● **What is needed**: From the material below, copy out each line with the word "Ford" in it.

^^^^^^^^^^^^^^^^

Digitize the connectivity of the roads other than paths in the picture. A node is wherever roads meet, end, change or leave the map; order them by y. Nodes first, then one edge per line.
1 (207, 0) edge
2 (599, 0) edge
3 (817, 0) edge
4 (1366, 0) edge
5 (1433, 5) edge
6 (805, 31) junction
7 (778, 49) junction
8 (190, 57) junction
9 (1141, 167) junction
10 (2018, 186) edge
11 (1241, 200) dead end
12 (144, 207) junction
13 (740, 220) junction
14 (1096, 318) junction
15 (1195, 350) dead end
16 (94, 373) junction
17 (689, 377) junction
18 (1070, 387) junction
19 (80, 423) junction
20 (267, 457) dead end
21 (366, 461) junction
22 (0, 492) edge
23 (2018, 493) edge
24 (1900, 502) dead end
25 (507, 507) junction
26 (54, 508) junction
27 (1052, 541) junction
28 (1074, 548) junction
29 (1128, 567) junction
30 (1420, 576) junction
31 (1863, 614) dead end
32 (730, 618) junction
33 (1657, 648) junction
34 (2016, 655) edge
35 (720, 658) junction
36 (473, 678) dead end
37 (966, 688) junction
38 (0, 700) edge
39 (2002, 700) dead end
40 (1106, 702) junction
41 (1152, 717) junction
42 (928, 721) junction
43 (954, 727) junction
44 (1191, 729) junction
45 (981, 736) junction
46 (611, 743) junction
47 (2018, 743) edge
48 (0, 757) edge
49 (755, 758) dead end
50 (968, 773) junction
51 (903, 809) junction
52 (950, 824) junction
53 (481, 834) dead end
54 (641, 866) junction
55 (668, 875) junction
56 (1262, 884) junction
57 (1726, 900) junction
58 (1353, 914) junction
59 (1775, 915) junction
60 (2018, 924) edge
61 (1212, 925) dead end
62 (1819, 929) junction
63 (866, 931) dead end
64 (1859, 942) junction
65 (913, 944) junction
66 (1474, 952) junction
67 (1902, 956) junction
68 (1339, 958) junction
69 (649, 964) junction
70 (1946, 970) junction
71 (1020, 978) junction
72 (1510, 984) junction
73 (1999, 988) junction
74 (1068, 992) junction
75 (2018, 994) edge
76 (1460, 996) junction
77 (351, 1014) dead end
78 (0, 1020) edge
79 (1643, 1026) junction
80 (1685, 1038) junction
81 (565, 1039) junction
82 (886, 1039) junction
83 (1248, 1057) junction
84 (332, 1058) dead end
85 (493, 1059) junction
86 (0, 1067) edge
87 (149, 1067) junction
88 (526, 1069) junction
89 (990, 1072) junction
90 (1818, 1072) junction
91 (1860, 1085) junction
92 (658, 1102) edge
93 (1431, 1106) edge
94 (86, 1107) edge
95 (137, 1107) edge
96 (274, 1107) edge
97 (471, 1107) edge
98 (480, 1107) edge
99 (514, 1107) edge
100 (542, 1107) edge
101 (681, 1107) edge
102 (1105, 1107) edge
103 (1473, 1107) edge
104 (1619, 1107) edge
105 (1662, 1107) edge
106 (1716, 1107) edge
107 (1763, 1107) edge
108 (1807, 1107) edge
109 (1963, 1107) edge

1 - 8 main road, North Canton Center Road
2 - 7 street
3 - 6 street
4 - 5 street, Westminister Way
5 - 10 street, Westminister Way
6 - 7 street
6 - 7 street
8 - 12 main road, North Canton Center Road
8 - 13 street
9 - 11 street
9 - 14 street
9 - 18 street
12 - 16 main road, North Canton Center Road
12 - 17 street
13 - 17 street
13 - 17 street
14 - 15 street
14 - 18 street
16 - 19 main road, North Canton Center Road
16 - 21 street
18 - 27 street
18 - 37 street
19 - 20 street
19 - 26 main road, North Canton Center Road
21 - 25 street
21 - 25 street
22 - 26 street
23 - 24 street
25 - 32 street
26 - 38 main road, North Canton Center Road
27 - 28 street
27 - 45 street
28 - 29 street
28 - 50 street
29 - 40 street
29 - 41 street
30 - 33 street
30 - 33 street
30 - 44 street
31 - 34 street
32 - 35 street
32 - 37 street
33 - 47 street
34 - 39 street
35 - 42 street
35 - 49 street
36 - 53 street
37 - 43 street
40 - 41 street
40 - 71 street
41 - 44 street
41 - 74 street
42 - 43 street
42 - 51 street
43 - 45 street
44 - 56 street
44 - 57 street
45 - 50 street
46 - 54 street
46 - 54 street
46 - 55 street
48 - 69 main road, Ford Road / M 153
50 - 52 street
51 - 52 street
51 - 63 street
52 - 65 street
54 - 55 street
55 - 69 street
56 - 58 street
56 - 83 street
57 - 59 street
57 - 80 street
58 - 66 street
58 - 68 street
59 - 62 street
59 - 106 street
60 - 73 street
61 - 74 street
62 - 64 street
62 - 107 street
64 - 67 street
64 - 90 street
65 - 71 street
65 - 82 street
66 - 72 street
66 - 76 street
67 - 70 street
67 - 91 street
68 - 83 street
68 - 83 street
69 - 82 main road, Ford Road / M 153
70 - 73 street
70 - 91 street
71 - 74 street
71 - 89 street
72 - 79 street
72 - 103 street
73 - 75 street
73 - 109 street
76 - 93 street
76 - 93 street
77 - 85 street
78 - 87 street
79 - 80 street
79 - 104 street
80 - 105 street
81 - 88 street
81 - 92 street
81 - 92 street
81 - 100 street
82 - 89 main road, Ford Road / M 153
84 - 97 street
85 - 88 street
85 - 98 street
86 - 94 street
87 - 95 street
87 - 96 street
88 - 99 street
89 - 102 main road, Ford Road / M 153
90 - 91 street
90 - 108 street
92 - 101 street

^^^^^^^^^^^^^^^^

● **Exercise response**:
48 - 69 main road, Ford Road / M 153
69 - 82 main road, Ford Road / M 153
82 - 89 main road, Ford Road / M 153
89 - 102 main road, Ford Road / M 153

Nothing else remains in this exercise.